Saved data entries
= = = = = = =

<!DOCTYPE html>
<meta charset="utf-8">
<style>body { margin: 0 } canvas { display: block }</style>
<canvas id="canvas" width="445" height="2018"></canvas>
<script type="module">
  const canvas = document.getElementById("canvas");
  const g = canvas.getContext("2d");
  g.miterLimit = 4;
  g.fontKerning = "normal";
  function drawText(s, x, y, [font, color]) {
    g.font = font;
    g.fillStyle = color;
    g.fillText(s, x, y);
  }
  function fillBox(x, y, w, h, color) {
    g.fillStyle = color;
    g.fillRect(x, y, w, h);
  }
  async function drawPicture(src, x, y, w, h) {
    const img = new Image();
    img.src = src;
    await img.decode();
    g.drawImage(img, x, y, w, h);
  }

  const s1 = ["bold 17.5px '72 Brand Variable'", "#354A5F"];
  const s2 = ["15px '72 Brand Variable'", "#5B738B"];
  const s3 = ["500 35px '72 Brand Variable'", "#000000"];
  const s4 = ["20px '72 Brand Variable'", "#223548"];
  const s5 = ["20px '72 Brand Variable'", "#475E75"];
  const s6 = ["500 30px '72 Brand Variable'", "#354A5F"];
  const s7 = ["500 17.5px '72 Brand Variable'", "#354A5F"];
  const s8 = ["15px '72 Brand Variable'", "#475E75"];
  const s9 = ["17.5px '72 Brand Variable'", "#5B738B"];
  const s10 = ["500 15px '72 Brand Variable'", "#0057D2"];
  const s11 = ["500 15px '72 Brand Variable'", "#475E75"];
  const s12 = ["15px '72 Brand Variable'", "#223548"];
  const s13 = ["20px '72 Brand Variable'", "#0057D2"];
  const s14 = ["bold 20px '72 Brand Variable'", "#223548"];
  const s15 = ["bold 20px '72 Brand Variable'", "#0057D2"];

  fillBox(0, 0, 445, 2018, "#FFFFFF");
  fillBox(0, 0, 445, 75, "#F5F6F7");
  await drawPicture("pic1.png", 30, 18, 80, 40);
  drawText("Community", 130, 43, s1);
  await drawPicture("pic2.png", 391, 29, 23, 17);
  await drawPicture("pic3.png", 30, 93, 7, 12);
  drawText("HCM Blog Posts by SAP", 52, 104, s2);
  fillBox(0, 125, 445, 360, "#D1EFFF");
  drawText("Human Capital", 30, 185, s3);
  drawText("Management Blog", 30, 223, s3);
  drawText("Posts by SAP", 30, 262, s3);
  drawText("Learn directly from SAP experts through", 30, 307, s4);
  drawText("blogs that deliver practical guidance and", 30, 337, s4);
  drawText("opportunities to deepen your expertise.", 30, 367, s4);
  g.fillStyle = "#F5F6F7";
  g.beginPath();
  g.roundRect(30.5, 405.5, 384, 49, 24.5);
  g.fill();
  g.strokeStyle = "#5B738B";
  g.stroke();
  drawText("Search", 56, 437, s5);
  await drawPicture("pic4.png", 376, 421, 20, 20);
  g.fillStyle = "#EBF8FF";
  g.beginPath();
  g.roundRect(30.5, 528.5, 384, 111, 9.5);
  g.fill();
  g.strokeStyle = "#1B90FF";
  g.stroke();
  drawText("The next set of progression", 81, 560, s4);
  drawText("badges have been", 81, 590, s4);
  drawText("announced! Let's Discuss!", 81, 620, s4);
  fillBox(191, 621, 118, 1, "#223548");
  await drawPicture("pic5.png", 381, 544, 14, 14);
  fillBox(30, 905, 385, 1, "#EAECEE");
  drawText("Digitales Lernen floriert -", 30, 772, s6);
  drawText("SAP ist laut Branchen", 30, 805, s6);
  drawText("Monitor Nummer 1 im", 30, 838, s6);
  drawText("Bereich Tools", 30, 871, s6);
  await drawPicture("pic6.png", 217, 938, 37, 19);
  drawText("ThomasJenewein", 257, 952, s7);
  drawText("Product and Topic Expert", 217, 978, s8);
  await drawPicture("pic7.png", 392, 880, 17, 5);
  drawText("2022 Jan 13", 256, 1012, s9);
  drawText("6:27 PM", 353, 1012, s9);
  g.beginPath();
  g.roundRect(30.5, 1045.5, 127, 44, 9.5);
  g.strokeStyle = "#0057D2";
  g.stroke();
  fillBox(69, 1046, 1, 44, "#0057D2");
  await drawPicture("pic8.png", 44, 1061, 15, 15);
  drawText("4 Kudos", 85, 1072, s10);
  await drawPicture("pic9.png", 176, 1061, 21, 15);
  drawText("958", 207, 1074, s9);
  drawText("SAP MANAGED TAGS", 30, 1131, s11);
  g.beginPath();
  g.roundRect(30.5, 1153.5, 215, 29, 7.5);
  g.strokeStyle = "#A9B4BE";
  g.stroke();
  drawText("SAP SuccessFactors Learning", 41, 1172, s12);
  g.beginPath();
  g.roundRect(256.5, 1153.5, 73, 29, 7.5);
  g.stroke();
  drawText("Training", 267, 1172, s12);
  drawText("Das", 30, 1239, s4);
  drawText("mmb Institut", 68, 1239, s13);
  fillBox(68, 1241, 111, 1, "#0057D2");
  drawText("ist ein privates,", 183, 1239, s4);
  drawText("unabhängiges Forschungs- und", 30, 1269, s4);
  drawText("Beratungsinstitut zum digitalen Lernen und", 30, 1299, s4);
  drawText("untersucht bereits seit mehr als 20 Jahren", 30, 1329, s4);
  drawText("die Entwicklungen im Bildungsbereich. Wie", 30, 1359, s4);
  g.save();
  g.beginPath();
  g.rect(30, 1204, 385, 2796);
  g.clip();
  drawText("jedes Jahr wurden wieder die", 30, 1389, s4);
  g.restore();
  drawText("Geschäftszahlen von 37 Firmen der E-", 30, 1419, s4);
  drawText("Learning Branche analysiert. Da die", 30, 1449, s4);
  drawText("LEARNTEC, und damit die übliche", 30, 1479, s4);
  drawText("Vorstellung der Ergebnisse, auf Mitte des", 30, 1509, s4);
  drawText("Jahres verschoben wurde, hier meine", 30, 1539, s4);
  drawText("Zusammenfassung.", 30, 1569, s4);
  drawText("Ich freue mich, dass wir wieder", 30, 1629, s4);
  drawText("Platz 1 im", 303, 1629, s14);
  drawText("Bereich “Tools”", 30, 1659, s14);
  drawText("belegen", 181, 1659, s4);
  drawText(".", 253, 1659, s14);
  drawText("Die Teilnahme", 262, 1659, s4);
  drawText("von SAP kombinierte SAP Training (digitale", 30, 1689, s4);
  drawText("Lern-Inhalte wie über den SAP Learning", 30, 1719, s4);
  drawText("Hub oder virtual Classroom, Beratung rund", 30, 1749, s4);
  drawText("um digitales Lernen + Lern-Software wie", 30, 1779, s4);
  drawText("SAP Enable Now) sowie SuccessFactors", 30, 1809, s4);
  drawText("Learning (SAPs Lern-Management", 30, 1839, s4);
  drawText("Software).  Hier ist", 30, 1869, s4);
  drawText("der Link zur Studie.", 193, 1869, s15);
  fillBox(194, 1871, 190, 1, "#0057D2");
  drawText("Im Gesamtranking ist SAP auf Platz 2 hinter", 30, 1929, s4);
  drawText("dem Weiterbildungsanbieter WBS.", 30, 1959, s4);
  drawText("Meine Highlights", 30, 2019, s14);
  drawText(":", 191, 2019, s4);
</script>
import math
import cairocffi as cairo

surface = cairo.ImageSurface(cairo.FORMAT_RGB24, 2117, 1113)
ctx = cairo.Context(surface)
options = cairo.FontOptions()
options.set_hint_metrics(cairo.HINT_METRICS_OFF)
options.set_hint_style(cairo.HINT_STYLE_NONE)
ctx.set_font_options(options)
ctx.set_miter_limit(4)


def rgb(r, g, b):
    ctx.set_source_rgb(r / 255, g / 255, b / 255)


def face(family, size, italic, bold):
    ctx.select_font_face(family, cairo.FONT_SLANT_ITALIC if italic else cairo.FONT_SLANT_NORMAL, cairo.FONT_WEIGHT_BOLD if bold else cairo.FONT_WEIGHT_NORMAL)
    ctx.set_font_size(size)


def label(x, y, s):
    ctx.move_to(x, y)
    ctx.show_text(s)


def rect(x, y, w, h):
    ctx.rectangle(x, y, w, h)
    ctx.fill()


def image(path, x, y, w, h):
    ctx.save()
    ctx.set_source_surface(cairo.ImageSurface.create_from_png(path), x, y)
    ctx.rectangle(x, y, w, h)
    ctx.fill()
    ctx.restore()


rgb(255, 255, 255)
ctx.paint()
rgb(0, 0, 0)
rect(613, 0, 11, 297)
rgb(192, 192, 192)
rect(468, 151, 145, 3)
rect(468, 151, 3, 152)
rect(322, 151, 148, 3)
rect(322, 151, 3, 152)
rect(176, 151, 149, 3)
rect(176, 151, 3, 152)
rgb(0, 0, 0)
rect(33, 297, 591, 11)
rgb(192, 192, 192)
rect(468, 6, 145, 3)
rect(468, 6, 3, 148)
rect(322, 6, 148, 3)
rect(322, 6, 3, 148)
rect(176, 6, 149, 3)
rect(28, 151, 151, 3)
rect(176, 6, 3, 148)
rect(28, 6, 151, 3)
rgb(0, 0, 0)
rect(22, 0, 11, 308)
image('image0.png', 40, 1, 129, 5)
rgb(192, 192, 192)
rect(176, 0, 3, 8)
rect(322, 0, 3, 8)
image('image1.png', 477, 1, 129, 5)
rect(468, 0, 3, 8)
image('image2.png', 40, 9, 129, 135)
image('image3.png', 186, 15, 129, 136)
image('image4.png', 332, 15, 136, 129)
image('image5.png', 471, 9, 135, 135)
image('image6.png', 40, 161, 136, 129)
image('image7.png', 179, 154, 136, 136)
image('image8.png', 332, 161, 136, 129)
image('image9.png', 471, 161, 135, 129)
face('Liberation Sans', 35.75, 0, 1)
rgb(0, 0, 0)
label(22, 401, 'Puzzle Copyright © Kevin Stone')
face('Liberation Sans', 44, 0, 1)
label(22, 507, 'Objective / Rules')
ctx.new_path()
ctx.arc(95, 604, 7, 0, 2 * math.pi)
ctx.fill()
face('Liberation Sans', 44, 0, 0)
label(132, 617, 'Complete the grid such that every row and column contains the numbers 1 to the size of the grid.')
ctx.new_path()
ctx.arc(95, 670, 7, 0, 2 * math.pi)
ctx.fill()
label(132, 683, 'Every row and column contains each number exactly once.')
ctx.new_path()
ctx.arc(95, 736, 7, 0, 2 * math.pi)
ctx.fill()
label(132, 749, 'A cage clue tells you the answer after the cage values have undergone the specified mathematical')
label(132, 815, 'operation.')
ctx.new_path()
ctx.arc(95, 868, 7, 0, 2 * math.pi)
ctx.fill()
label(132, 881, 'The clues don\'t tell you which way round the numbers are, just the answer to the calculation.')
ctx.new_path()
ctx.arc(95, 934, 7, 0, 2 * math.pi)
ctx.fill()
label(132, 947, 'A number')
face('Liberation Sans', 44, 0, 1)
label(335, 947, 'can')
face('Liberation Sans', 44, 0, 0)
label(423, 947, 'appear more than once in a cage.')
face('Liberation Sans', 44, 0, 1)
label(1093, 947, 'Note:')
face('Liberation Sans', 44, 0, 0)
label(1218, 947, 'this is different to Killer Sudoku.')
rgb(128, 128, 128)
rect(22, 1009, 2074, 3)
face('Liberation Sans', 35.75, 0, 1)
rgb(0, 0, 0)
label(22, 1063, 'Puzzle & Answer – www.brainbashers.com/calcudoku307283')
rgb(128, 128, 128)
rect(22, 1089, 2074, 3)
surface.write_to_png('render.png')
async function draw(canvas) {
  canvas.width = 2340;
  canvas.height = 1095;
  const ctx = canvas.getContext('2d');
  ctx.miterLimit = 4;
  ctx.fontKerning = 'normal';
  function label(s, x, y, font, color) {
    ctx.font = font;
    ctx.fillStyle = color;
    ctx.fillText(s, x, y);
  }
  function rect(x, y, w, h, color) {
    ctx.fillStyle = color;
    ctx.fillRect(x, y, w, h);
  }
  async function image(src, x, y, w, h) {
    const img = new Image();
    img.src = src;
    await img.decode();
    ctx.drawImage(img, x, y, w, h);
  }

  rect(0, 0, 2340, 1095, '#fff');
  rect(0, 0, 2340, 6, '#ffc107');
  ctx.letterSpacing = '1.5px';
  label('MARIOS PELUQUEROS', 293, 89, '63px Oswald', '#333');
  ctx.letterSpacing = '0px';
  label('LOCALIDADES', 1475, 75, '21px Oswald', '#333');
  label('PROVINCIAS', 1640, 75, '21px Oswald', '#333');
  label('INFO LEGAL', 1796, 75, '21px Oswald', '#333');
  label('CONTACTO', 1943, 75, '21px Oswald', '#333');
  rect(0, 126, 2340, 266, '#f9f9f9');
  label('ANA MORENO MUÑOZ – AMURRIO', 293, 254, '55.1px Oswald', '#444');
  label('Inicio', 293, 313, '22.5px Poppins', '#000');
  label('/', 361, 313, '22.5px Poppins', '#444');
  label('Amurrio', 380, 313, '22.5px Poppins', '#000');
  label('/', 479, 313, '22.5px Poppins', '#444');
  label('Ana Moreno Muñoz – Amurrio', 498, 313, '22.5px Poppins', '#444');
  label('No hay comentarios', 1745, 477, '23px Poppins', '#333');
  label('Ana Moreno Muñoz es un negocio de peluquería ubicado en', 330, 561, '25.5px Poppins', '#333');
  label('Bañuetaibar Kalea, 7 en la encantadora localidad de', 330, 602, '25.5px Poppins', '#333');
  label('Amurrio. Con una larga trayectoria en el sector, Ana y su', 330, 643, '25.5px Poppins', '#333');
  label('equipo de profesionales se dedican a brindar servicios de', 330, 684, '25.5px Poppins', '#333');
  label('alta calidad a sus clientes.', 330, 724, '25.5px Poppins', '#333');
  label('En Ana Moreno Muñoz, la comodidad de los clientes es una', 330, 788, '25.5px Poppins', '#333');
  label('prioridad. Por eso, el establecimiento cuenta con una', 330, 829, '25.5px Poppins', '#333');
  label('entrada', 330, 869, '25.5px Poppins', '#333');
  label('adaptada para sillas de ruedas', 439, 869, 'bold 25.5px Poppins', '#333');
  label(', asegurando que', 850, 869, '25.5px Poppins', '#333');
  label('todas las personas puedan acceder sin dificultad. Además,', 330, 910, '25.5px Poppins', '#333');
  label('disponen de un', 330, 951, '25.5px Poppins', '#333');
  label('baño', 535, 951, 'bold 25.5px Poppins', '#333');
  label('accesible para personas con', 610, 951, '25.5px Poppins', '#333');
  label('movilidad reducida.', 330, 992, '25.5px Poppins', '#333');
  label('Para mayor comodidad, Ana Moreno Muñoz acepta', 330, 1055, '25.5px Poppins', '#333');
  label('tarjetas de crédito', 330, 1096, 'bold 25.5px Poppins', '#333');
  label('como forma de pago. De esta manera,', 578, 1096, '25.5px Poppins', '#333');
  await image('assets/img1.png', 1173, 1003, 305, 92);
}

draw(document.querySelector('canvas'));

= = = = = = =

### What you are asked to do
Nothing but the lines from the top of the records down to the line with "g.font = font;" belongs in the answer; repeat them exactly.

### Answer below
<!DOCTYPE html>
<meta charset="utf-8">
<style>body { margin: 0 } canvas { display: block }</style>
<canvas id="canvas" width="445" height="2018"></canvas>
<script type="module">
  const canvas = document.getElementById("canvas");
  const g = canvas.getContext("2d");
  g.miterLimit = 4;
  g.fontKerning = "normal";
  function drawText(s, x, y, [font, color]) {
    g.font = font;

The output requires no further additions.